(Photo: CONOR KING DEVITT)

Nagico paid government $11.4 million in insurance coverage for damages done to the Central Administration Building during the 2017 hurricane season, according to Government Information Services.

The building itself, however, was insured for $32 million and sustained some $23 million in damage, Premier Dr. Orlando Smith has said.

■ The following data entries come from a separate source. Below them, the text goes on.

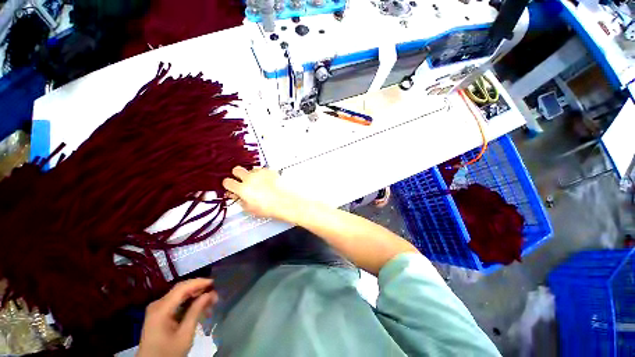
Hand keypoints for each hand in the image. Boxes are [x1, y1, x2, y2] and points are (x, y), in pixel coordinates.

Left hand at [137, 279, 217, 356]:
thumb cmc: (168, 352)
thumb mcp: (185, 334)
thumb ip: (196, 311)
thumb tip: (209, 294)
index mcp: (161, 309)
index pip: (182, 288)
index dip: (199, 282)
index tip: (214, 283)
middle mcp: (157, 305)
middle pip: (181, 290)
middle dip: (199, 289)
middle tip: (214, 295)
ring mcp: (157, 309)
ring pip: (180, 295)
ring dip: (195, 296)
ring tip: (210, 302)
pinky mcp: (159, 314)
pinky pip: (176, 303)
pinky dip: (189, 303)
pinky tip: (199, 308)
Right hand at [223, 167, 298, 222]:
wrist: (287, 202)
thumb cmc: (269, 208)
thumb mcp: (250, 209)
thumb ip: (239, 200)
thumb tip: (233, 194)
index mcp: (243, 189)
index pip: (227, 182)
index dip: (229, 184)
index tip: (232, 187)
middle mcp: (250, 178)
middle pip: (237, 169)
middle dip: (237, 175)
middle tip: (243, 181)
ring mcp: (261, 172)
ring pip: (251, 169)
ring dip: (252, 175)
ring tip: (260, 183)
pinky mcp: (270, 170)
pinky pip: (262, 170)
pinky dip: (263, 174)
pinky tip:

That disparity raises the question of how government plans to receive a total of $56.7 million from insurance payouts as described in the territory’s draft recovery plan. No other central-government buildings were insured, and only “elements of” certain statutory bodies, including the BVI Electricity Corporation, the H. Lavity Stoutt Community College, and the BVI Ports Authority, also had insurance, according Brodrick Penn, the chairman of the Disaster Recovery Coordination Committee.

Financial Secretary Glenroy Forbes could not be reached for comment to outline where the remaining $45.3 million in planned-for insurance payouts would come from.

Chief Information Officer Desiree Smith, however, noted in an e-mail to the Beacon that government was expecting to receive the additional funding in insurance payouts to HLSCC, BVIEC, Peebles Hospital, the BVI Fishing Complex, the Terrance B. Lettsome International Airport and the territory’s roads.

Government cars aren’t likely to add much to that total: At a House of Assembly sitting in November, Dr. Smith noted that most public sector vehicles were “self-insured” by central government, though he noted that “a few key vehicles were insured through insurance companies.”

Shan Mohamed, the managing director of Nagico’s VI office, also could not be reached for comment regarding the CAB payment.

Nagico’s payout figure also clashes with the damage estimates the premier provided for the CAB last year: At the same November sitting, he said the hurricanes caused $23 million worth of damage to the property.

He also noted that preliminary damage estimates to central-government-owned buildings alone exceeded $100 million.

Still, Dr. Smith vocalised his happiness with Nagico’s payment last week.

“Significant damage was done to the building which houses our public officers: Therefore, several departments were displaced as a result of this,” he said in a press release. “The receipt of this cheque is timely and will help to improve our infrastructure with greater resilience and enable a more effective and efficient public service.”

The cheque would allow government to begin rehabilitating the CAB, according to GIS.

At a press conference this month, the premier also noted the territory would sign up for a regional, multi-country risk insurance pool in time for the 2018 hurricane season.

The pool, known as the Caribbean Catastrophe Risk Insurance Facility, aims to provide rapid payouts to disaster-battered jurisdictions. The CCRIF, for example, shelled out more than $20 million to Dominica after last September’s hurricanes.